Aim of the task –
Please repeat the records word for word and skip the pictures.
**** Input material ****
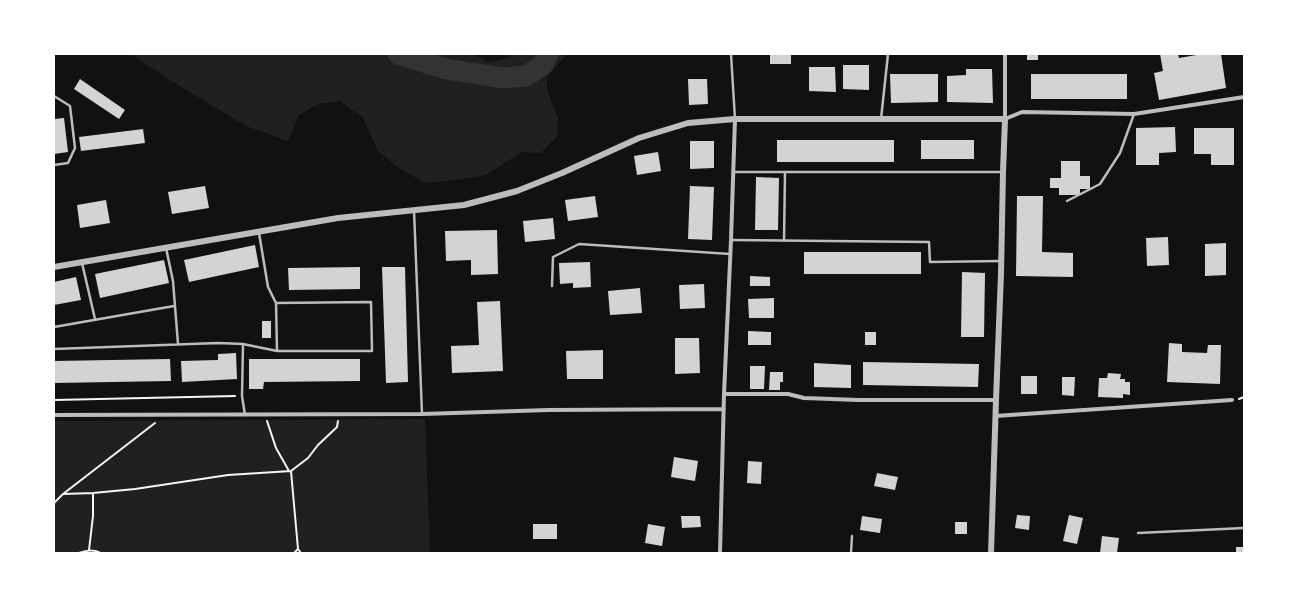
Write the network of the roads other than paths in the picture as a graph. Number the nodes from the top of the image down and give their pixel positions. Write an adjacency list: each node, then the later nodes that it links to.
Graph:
1 (731, 54): 7 (lane)
2 (888, 54): 8 (lane)
3 (1005, 54): 9 (street)
4 (54, 96): 10 (lane)
5 (1244, 97): 6 (street)
6 (1134, 114): 9 (street); 14 (lane)
7 (735, 119): 8 (street); 11 (street); 15 (street)
8 (880, 119): 9 (street)
9 (1005, 119): 12 (street)
10 (54, 165)
11 (734, 172): 13 (lane); 17 (street)
12 (1003, 172): 13 (lane); 21 (street)
13 (785, 173): 18 (lane)
14 (1067, 201)
15 (414, 210): 16 (street); 37 (lane)
16 (259, 232): 19 (street); 25 (lane)
17 (731, 240): 18 (lane); 20 (street)
18 (784, 241): 21 (lane)
19 (166, 248): 22 (street); 26 (lane)
20 (730, 254): 24 (lane); 33 (street)
21 (1001, 260): 34 (street)
22 (82, 262): 23 (street); 27 (lane)
23 (54, 267)
24 (552, 286)
25 (276, 304): 32 (lane); 32 (lane)
26 (174, 306): 27 (lane); 29 (lane)
27 (95, 319): 28 (lane)
28 (54, 327)
29 (178, 344): 30 (lane); 31 (lane)
30 (243, 344): 32 (lane); 39 (lane)
31 (54, 348)
32 (276, 350)
33 (724, 394): 34 (street); 36 (street)
34 (996, 400): 40 (street)
35 (1232, 400): 40 (street)
36 (724, 409): 37 (street); 44 (street)
37 (422, 414): 39 (street)
38 (54, 415): 39 (street)
39 (245, 415)
40 (995, 416): 46 (street)
41 (1244, 528): 42 (lane)
42 (1138, 533)
43 (852, 536): 45 (lane)
44 (720, 553)
45 (851, 553)
46 (991, 553)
****
Response for this exercise –
Write the network of the roads other than paths in the picture as a graph. Number the nodes from the top of the image down and give their pixel positions. Write an adjacency list: each node, then the later nodes that it links to.
Graph:
1 (731, 54): 7 (lane)
2 (888, 54): 8 (lane)
3 (1005, 54): 9 (street)
4 (54, 96): 10 (lane)
5 (1244, 97): 6 (street)
6 (1134, 114): 9 (street); 14 (lane)
7 (735, 119): 8 (street); 11 (street); 15 (street)
8 (880, 119): 9 (street)
9 (1005, 119): 12 (street)
10 (54, 165)
11 (734, 172): 13 (lane); 17 (street)
12 (1003, 172): 13 (lane); 21 (street)
13 (785, 173): 18 (lane)
14 (1067, 201)
15 (414, 210): 16 (street); 37 (lane)
16 (259, 232): 19 (street); 25 (lane)
17 (731, 240): 18 (lane); 20 (street)
18 (784, 241): 21 (lane)
19 (166, 248): 22 (street); 26 (lane)
20 (730, 254): 24 (lane); 33 (street)
21 (1001, 260): 34 (street)
22 (82, 262): 23 (street); 27 (lane)
23 (54, 267)
24 (552, 286)
25 (276, 304): 32 (lane); 32 (lane)
26 (174, 306): 27 (lane); 29 (lane)
27 (95, 319): 28 (lane)
28 (54, 327)
29 (178, 344): 30 (lane); 31 (lane)
30 (243, 344): 32 (lane); 39 (lane)
31 (54, 348)
32 (276, 350)
33 (724, 394): 34 (street); 36 (street)
34 (996, 400): 40 (street)
35 (1232, 400): 40 (street)
36 (724, 409): 37 (street); 44 (street)
37 (422, 414): 39 (street)
38 (54, 415): 39 (street)
39 (245, 415)
40 (995, 416): 46 (street)
41 (1244, 528): 42 (lane)
42 (1138, 533)
43 (852, 536): 45 (lane)
44 (720, 553)
45 (851, 553)
46 (991, 553)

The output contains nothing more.